Your website will be governed and limited by the rules of Database language, (usually SQL) so file size upload limits and performance limits will be quickly met if you’re not doing best practice stuff such as optimising images, using remote media libraries or not compressing your stuff. Make sure your hosting provider offers you PHPMYadmin, (the GUI interface for managing your databases) to allow your web developer to effectively manage your databases and get backups.
Optimise, Compress, and Offshore
If you’re website is media heavy, consider hosting your images in a remote folder outside of the WordPress install at a URL which won’t change. When it comes to migrating your site from one place to another, you won’t have that issue of missing images or broken links because the images won’t be touched. Plus, any migration won’t have to accommodate the images and therefore migration can happen quicker. (It takes longer to move a 10GB site than it does a 350MB site etc)
Long term thinking
Think about the future now, if you can. Are you likely to want to move this site in future? Does your hosting provider support the plugins which make site migration easy, or will it have to be done manually? Have you optimised all your images to make them as small as possible? Is your rich media (such as Videos & music) hosted on remote libraries or CDN’s such as YouTube?
Things to think about when moving your site.
So let’s run through a check list of the things you’re likely to hit as a blogger, when having a new WordPress site (to replace an old one) or maybe you’re moving an old site to a new hosting provider.

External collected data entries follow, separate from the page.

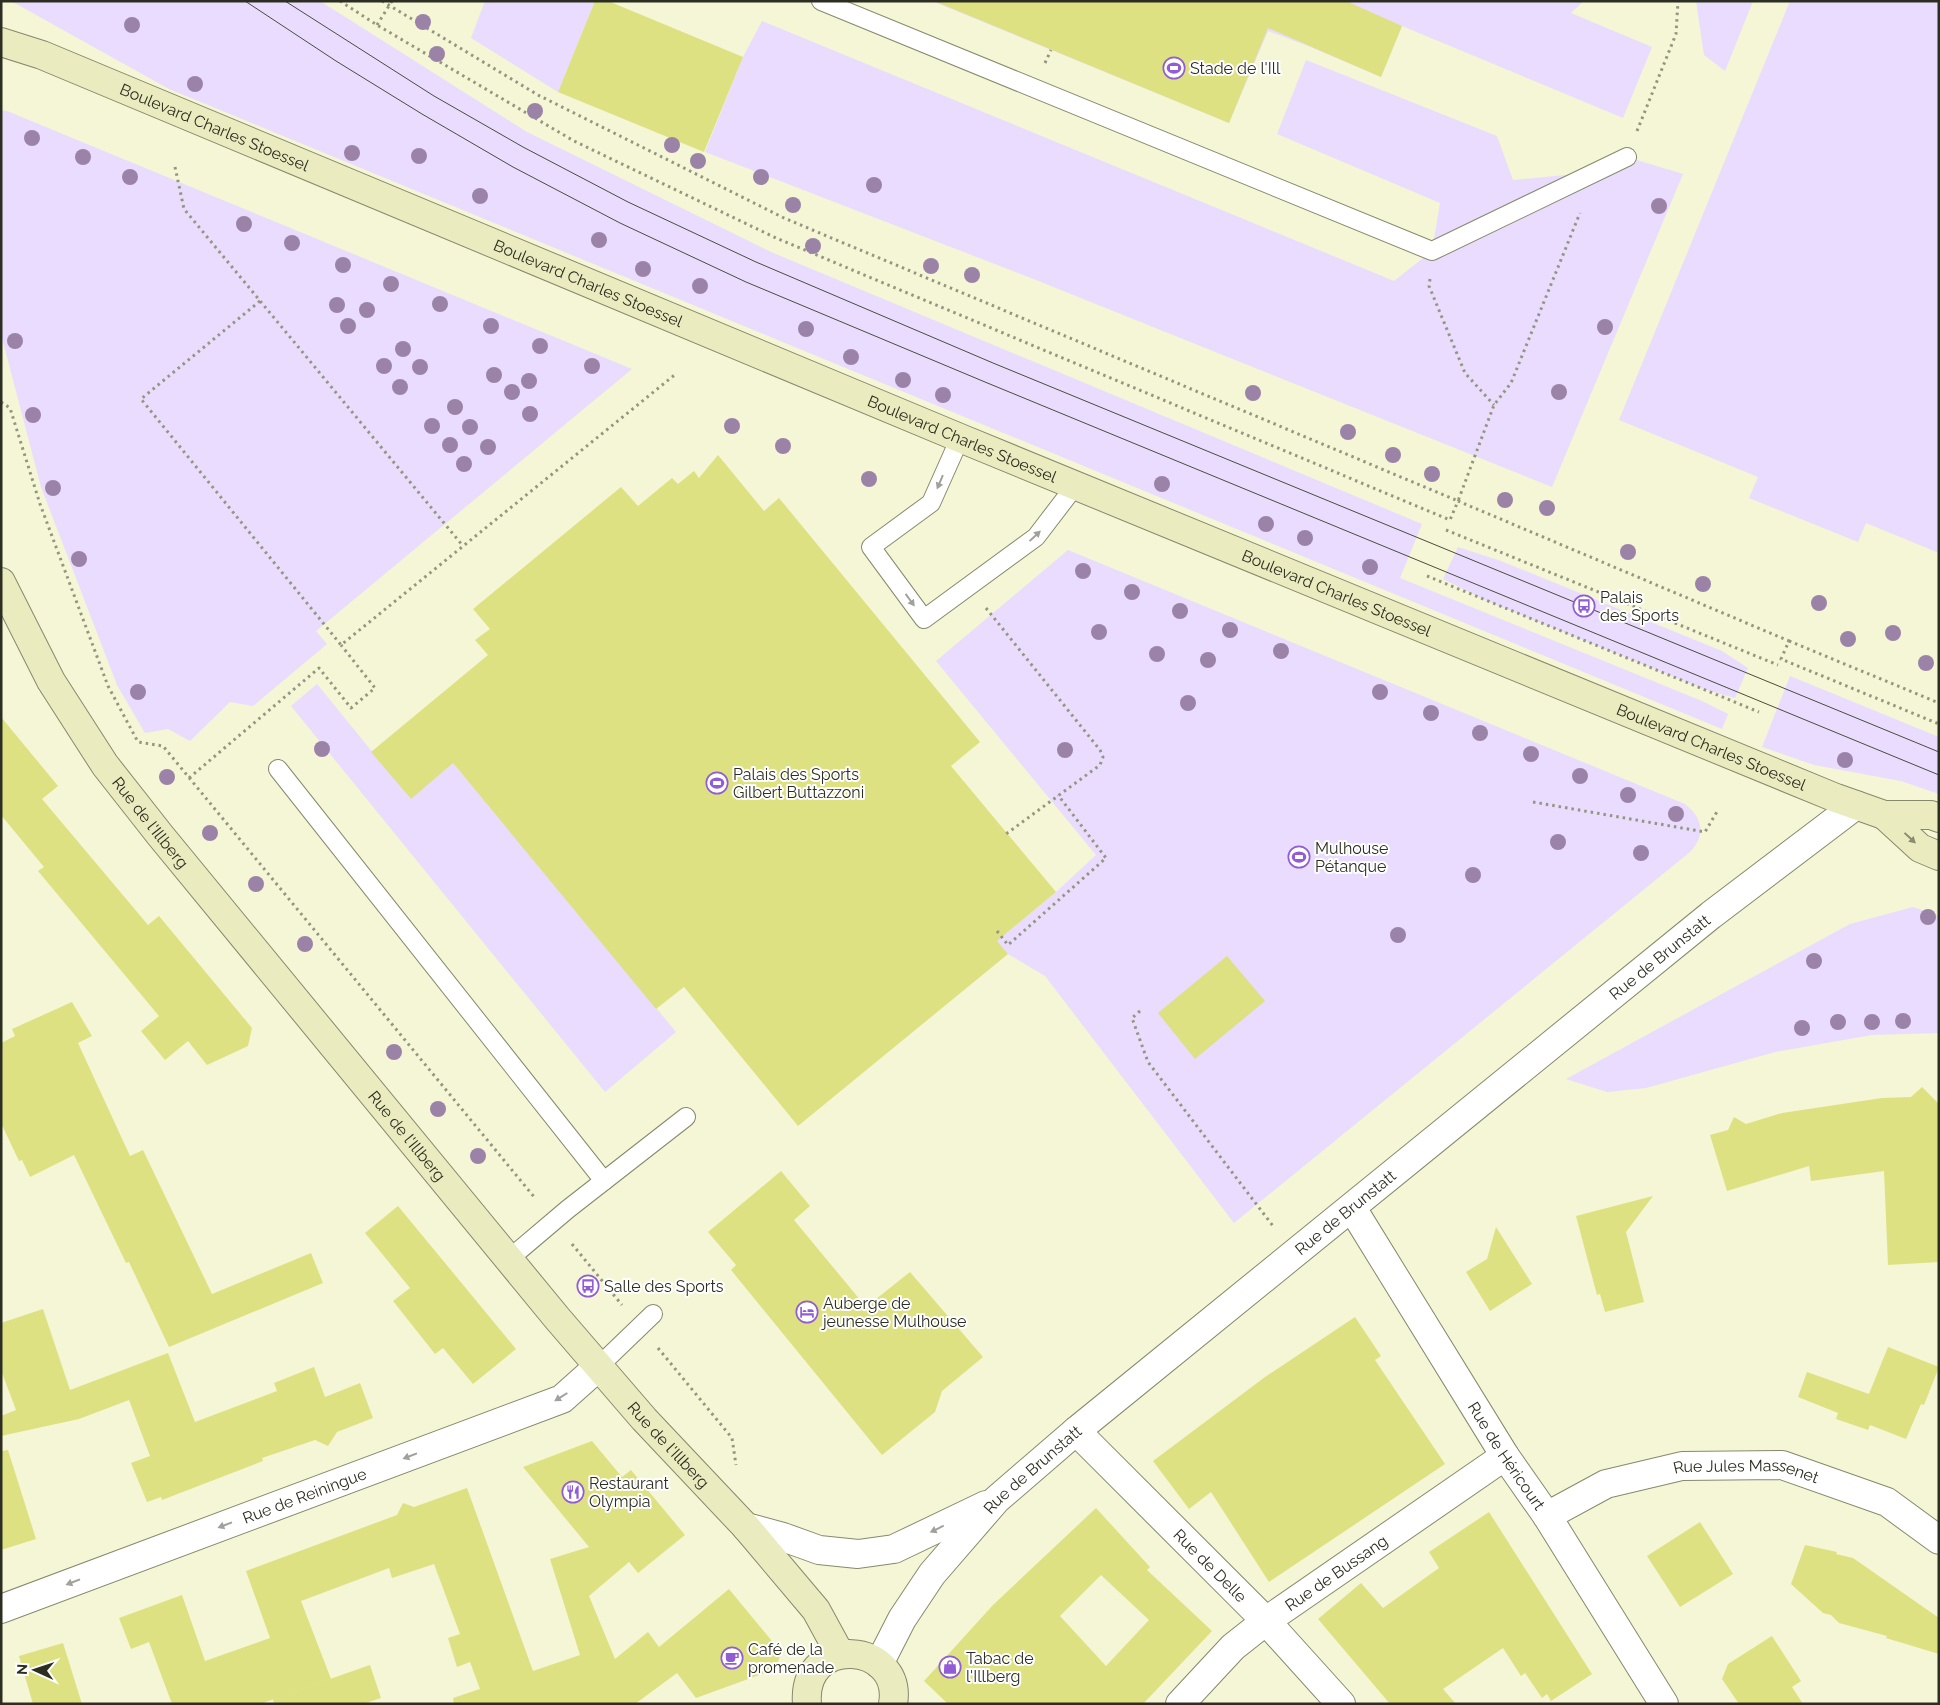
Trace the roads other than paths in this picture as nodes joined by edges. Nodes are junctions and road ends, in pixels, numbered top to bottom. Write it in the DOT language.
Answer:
graph roads {
  1 [pos="822,1"];
  2 [pos="1,25"];
  3 [pos="1,42"];
  4 [pos="42,55"];
  5 [pos="1627,157"];
  6 [pos="960,438"];
  7 [pos="1075,486"];
  8 [pos="3,589"];
  9 [pos="278,769"];
  10 [pos="1856,805"];
  11 [pos="1884,815"];
  12 [pos="1939,818"];
  13 [pos="1939,856"];
  14 [pos="686,1117"];
  15 [pos="604,1181"];
  16 [pos="1352,1208"];
  17 [pos="509,1260"];
  18 [pos="653,1314"];
  19 [pos="599,1366"];
  20 [pos="1076,1431"];
  21 [pos="1505,1456"];
  22 [pos="996,1500"];
  23 [pos="1547,1516"];
  24 [pos="746,1527"];
  25 [pos="1939,1540"];
  26 [pos="1,1609"];
  27 [pos="1266,1621"];
  28 [pos="840,1654"];
  29 [pos="879,1664"];
  30 [pos="807,1704"];
  31 [pos="893,1704"];
  32 [pos="1180,1704"];
  33 [pos="1341,1704"];
  34 [pos="1664,1704"];
  1 -- 5 [label="lane"];
  2 -- 4 [label="main road, Boulevard Charles Stoessel"];
  3 -- 4 [label="main road, Boulevard Charles Stoessel"];
  4 -- 6 [label="main road, Boulevard Charles Stoessel"];
  6 -- 7 [label="main road, Boulevard Charles Stoessel"];
  6 -- 7 [label="lane, one-way"];
  7 -- 10 [label="main road, Boulevard Charles Stoessel"];
  8 -- 17 [label="main road, Rue de l'Illberg"];
  9 -- 15 [label="lane"];
  10 -- 11 [label="main road, Boulevard Charles Stoessel"];
  10 -- 16 [label="street, Rue de Brunstatt"];
  11 -- 12 [label="main road, Boulevard Charles Stoessel"];
  11 -- 13 [label="main road, Boulevard Charles Stoessel, one-way"];
  14 -- 15 [label="lane"];
  15 -- 17 [label="lane"];
  16 -- 20 [label="street, Rue de Brunstatt"];
  16 -- 21 [label="street, Rue de Héricourt"];
  17 -- 19 [label="main road, Rue de l'Illberg"];
  18 -- 19 [label="lane"];
  19 -- 24 [label="main road, Rue de l'Illberg"];
  19 -- 26 [label="street, Rue de Reiningue, one-way"];
  20 -- 22 [label="street, Rue de Brunstatt"];
  20 -- 27 [label="street, Rue de Delle"];
  21 -- 23 [label="street, Rue de Héricourt"];
  21 -- 27 [label="street, Rue de Bussang"];
  22 -- 24 [label="street, one-way"];
  22 -- 29 [label="street, Rue de Brunstatt"];
  23 -- 25 [label="street, Rue Jules Massenet"];
  23 -- 34 [label="street, Rue de Héricourt"];
  24 -- 28 [label="main road, Rue de l'Illberg"];
  27 -- 32 [label="street, Rue de Bussang"];
  27 -- 33 [label="street, Rue de Delle"];
  28 -- 29 [label="main road"];
  28 -- 30 [label="main road"];
  29 -- 31 [label="main road"];
}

– Have you got all the links for EVERY post that is currently earning you money? By that I mean if people or companies have paid you to review something for example, do you know where these posts are and do you have a plan in place to communicate with them of change? For example, if you reviewed a hair dryer on your website, www.ilovehair.com/hairdryerreview2016.htm and your new site is going to be www.iloveallthehair.com then what’s your plan to keep these URLs valid? Have you raised this with your technical person? (We run a tool called Screaming Frog which audits every outbound link and we compare that with the new site, and can identify URLs which don’t match, we can go in and match them or write rewrite rules in Apache to accommodate this.)
– Do you have all your user accounts usernames and passwords for everything? Your hosting? Your WordPress website, your SQL databases, Your Google analytics and any third party service you use such as FeedBurner or Skim links? All these may well need to be updated.